[[ Input data open ]]

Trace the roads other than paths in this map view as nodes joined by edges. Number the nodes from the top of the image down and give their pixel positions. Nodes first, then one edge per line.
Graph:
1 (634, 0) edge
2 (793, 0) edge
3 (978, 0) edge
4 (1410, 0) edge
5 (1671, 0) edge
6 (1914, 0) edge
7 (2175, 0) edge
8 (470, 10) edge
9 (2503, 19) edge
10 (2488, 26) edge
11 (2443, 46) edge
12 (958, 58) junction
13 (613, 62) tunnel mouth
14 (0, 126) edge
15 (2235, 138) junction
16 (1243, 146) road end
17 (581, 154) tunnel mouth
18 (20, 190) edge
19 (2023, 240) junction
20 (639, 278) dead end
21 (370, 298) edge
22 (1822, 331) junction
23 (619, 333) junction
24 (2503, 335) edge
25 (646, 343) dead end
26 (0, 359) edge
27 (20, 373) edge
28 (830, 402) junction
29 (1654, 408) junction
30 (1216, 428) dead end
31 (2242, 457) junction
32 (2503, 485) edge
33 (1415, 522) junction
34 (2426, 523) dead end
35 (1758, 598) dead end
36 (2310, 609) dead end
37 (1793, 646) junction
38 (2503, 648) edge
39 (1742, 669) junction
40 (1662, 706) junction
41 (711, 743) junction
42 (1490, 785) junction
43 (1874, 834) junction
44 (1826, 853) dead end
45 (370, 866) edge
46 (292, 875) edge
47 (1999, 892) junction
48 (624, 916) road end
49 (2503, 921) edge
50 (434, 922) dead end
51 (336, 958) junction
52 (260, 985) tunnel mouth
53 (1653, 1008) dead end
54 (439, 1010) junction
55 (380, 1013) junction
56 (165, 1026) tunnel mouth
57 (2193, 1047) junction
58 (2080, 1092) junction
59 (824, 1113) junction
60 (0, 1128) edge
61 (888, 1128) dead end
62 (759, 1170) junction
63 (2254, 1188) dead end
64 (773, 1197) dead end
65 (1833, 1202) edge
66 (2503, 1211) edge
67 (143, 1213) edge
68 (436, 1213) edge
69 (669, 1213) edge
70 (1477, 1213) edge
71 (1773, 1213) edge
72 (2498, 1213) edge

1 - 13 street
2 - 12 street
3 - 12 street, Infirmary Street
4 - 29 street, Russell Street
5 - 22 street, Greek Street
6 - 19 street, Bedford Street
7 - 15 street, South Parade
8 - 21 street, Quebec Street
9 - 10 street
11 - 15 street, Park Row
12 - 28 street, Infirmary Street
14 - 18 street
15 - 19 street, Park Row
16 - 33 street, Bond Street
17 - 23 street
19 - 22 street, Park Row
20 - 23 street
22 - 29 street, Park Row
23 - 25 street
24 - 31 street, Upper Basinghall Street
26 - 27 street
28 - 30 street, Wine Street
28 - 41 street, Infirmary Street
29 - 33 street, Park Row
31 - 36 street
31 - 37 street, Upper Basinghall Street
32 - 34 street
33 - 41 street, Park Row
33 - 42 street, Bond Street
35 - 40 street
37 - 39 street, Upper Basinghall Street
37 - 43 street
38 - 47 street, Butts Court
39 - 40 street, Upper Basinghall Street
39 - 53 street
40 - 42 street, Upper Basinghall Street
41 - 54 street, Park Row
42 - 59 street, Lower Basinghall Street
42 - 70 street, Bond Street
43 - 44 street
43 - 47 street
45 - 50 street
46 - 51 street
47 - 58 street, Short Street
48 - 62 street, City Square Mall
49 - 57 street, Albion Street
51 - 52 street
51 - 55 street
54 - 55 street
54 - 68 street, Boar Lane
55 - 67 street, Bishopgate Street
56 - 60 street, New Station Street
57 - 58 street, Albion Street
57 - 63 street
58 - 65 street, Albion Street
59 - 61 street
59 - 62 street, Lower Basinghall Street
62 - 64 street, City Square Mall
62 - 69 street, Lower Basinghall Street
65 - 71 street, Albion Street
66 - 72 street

[[ Input data closed ]]

**Problem details:**
Read through the entries and copy each line in which "mouth" appears.

**Answer to this task:**
13 (613, 62) tunnel mouth
17 (581, 154) tunnel mouth
52 (260, 985) tunnel mouth
56 (165, 1026) tunnel mouth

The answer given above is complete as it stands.